If, however, the national head of state and the state viceroys were all appointed by Canberra, as would be inevitable under a republic, it would mean that Canberra would have the power, though the viceroys, to sack defiant state governments and to keep on sacking them until it had a full hand of states subservient to its wishes.
The independence of the state under the Crown, carefully written into the Australian Constitution, would be gone.
With the states reduced to impotence, or abolished altogether, they would probably be replaced by “regions” administered directly from, and completely dependent upon, Canberra.
The present three-tier system of federal, state and local governments would be replaced by a two-tier federal and “regional” system, which would in fact be a one-tier system, with the regions simply the agents of an all-powerful Canberra.
This is a characteristic of undemocratic and totalitarian governments. Something like it happened in Nazi Germany, where the old German states, or Lander, were abolished and replaced by regions, or Gaus, under Gauleiters, who transmitted orders one-way from Berlin.
Similarly, the French revolutionary totalitarians abolished the ancient French provinces – Gascony, Picardy, etc – and replaced them with new regions to carry out the orders of the guillotine-happy Committee of Public Safety.
Further, we could expect new mini-Canberras to spring up at taxpayers’ expense like a herd of white elephants to be the administrative centres of the new “regions”.

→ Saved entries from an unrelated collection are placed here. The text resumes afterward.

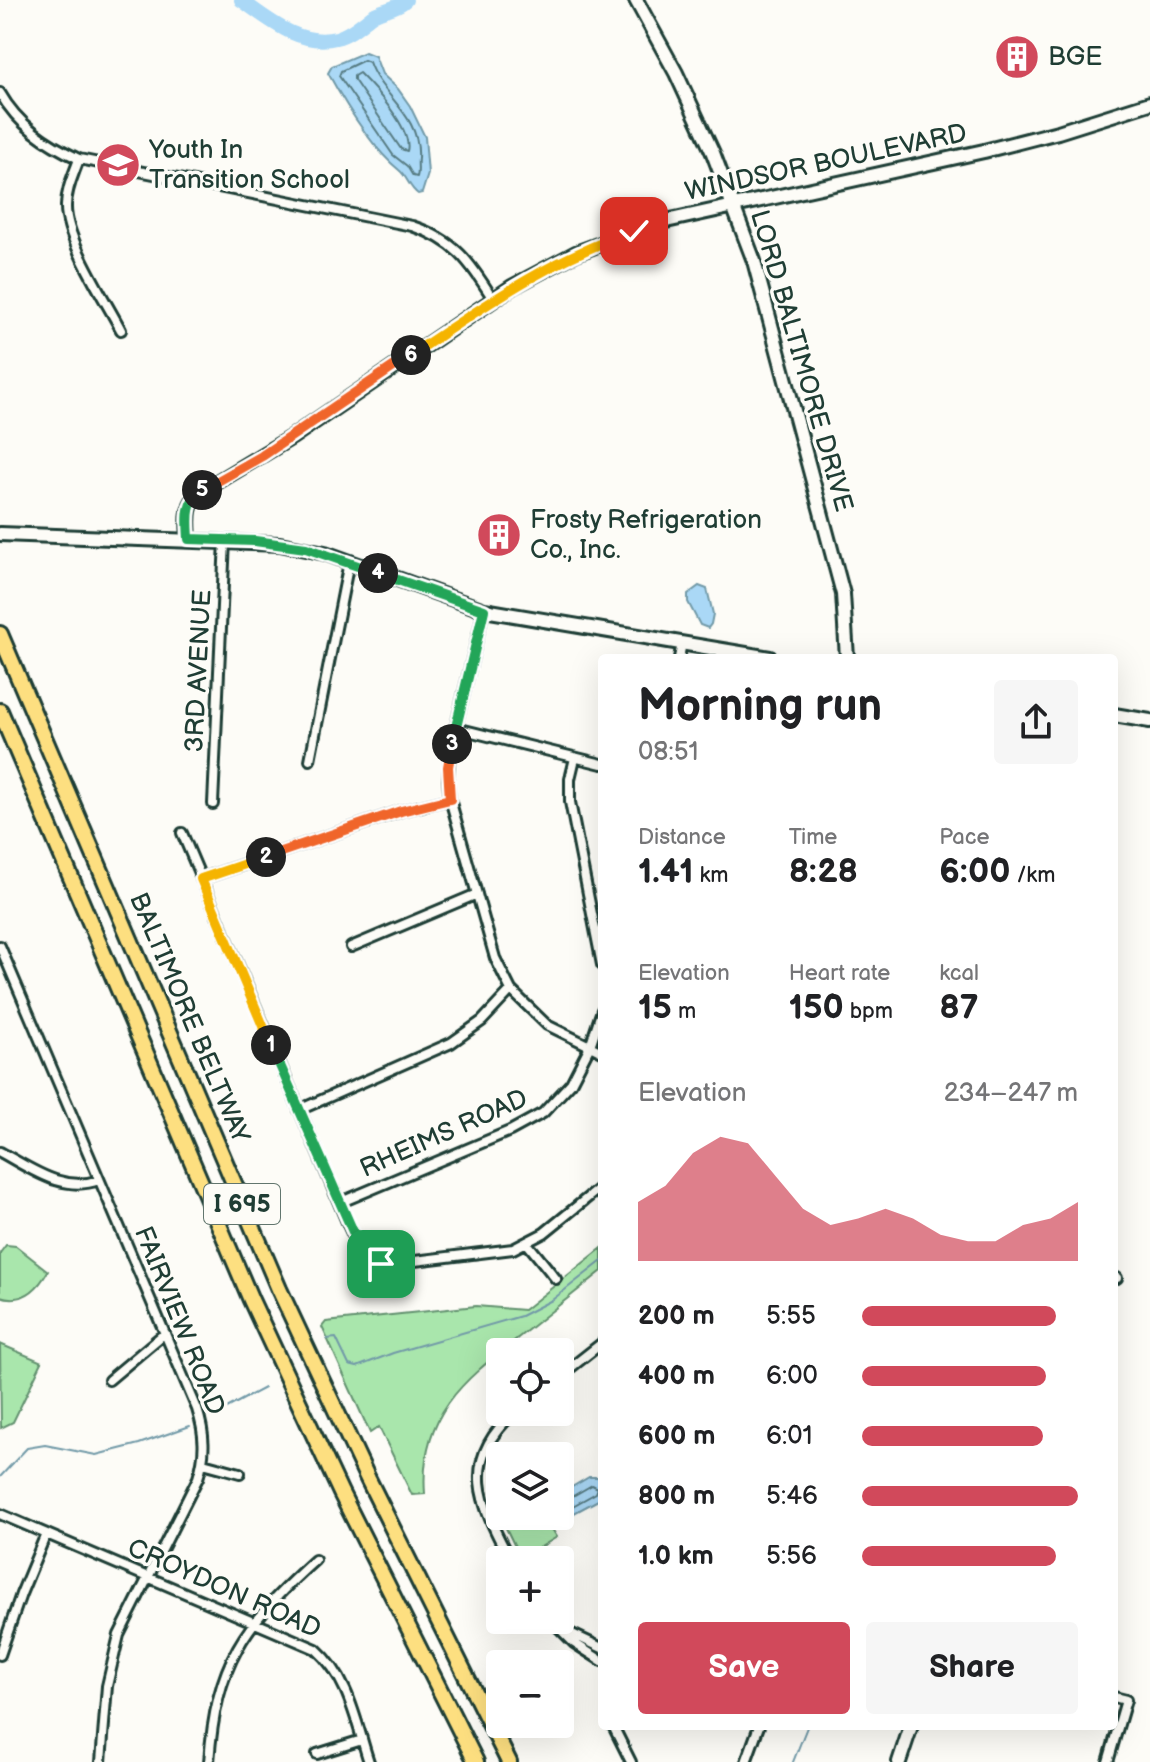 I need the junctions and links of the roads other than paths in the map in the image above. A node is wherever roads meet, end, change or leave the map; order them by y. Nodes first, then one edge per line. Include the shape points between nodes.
1 (636, 0) edge
2 (0, 93) edge
3 (1150, 103) edge
4 (79, 159) junction
5 (734, 206) junction
6 (493, 299) junction
7 (121, 330) dead end
8 (0, 534) edge
9 (189, 539) junction
10 (225, 540) junction
11 (349, 562) junction
12 (484, 610) junction
13 (0, 634) edge
14 (682, 643) junction
15 (680, 654) edge
16 (747, 654) edge
17 (847, 654) edge
18 (0, 711) edge
19 (1118, 716) edge
20 (1150, 721) edge
21 (456, 728) junction
22 (575, 758) junction
23 (310, 760) dead end
24 (598, 763) edge
25 (450, 799) junction
26 (213, 804) dead end
27 (182, 833) dead end
28 (201, 879) junction
29 (477, 894) junction
30 (598, 945) edge
31 (351, 947) dead end
32 (1, 950) edge
33 (511, 990) junction
34 (598, 1022) edge
35 (590, 1046) junction
36 (598, 1050) edge
37 (299, 1110) junction
38 (0, 1152) edge
39 (99, 1180) junction
40 (598, 1189) edge
41 (339, 1203) junction
42 (527, 1243) junction
43 (556, 1279) dead end
44 (165, 1333) junction
45 (598, 1346) edge
46 (574, 1365) edge
47 (109, 1380) dead end
48 (502, 1426) edge
49 (203, 1463) junction
50 (240, 1473) dead end
51 (0, 1514) edge
52 (46, 1534) junction
53 (503, 1546) edge
54 (315, 1560) dead end
55 (147, 1576) junction
56 (254, 1621) junction
57 (574, 1633) edge
58 (565, 1634) edge
59 (598, 1646) edge
60 (0, 1655) edge
61 (598, 1658) edge
62 (1118, 1698) edge
63 (1118, 1728) edge
64 (615, 1730) edge
65 (758, 1730) edge
66 (910, 1730) edge
67 (1117, 1730) edge
68 (362, 1740) junction
69 (317, 1754) dead end
70 (101, 1762) edge
71 (209, 1762) edge
72 (369, 1762) edge
73 (476, 1762) edge
74 (509, 1762) edge
75 (631, 1762) edge
76 (746, 1762) edge
77 (899, 1762) edge
78 (1108, 1762) edge

1 - 5 main road, LORD BALTIMORE DRIVE via 692,106
2 - 4 street via 31,130
3 - 5 main road, WINDSOR BOULEVARD via 984,151
4 - 6 street via 412,226 453,245
4 - 7 street via 67,194 67,218
5 - 6 main road, WINDSOR BOULEVARD via 617,237 554,264
5 - 17 main road, LORD BALTIMORE DRIVE via 768,307 837,570
6 - 9 main road, WINDSOR BOULEVARD via 292,437 202,491 188,510
8 - 9 main road
9 - 10 main road
10 - 11 main road via 306,548
10 - 26 street, 3RD AVENUE
11 - 12 main road
11 - 23 street
12 - 14 main road
12 - 21 street
13 - 74 highway, BALTIMORE BELTWAY / I 695 via 290,1314
14 - 15 street
14 - 16 main road
18 - 73 highway, BALTIMORE BELTWAY / I 695 via 251,1300 347,1507
19 - 20 main road
21 - 22 street
21 - 25 street via 448,767
22 - 24 street
22 - 30 street via 570,802
25 - 28 street
25 - 29 street
27 - 28 street
28 - 37 street
29 - 31 street
29 - 33 street via 495,958
32 - 39 street, FAIRVIEW ROAD
33 - 35 street via 547,1025
33 - 37 street via 482,1021 451,1043
34 - 35 street, RHEIMS ROAD
35 - 36 street
35 - 41 street, RHEIMS ROAD via 559,1099 527,1123
37 - 41 street
38 - 39 street via 61,1183
39 - 44 street, FAIRVIEW ROAD
40 - 42 street
41 - 42 street via 361,1250 381,1264 487,1254
42 - 43 street
44 - 47 street
44 - 49 street, FAIRVIEW ROAD via 202,1427
45 - 46 street
48 - 53 street via 492,1437 480,1478 483,1505
49 - 50 street
49 - 55 street, FAIRVIEW ROAD
51 - 52 street, CROYDON ROAD
52 - 55 street, CROYDON ROAD
52 - 60 street
54 - 56 street
55 - 56 street, CROYDON ROAD
55 - 70 street, FAIRVIEW ROAD via 109,1670
56 - 68 street, CROYDON ROAD via 300,1640 328,1660 344,1685
56 - 71 street via 222,1683
57 - 59 street
58 - 61 street
62 - 63 street via 1126,1700
64 - 75 street
65 - 76 street
66 - 77 main road
67 - 78 street
68 - 69 street
68 - 72 street, CROYDON ROAD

Another long-term Labor objective – abolition of the Senate – will be made a great deal easier. As the Senate was originally conceived as a States’ House, as well as a House of Review, in a republic a large part of its functions would be gone. A unitary state for Australia, with no checks or balances in lawmaking, is very long-standing Labor policy.
Gough Whitlam began to put this into action with the Australian Assistance Plan and other legislation, known collectively by some as “The Project”. The general and very ominous shape of “The Project”, with its sinister goal of “moulding minds to serve humanity”, is set out in a collection of essays, Towards a New Australia, written by senior Labor figures and published shortly before the Whitlam government came to power at the end of 1972.
It is analysed further in two brilliant books: the late Professor Patrick O’Brien’s The Saviours (Viking, 1977); and Don Veitch’s The Social Laboratory (privately printed). The latter showed how much of the planning for the abolition of the states had already been put in place by 1975.
The Whitlam government, of course, was falling to pieces over the feuding, incompetence and lying of its ministers before Sir John Kerr sacked Whitlam. But the first pieces of “The Project” – the transformation of Australia into a great social laboratory – were then already in place or being legislated for; and there is no reason to think that Labor has walked away from this treasured objective now.
Further, in Malcolm Turnbull it has a republican leading a mock-Liberal-conservative Party with no apparent interest in the wider metapolitical implications of all this, or of the great, centuries-long political and intellectual effort which has created one of the world’s most successful polities, and imposed real, if now threatened, limitations on state power.
He either naively believes or pretends to believe that replacing the apolitical British Crown with a Canberra-appointed sovereign (there is a strong argument that the governor-general is now the head of state, but that is not the point here) will be the end of the matter. It won’t be. It will be the first step on a road with a very uncertain ending. It will strike a huge blow at the checks and balances which are an essential feature of a working liberal democracy.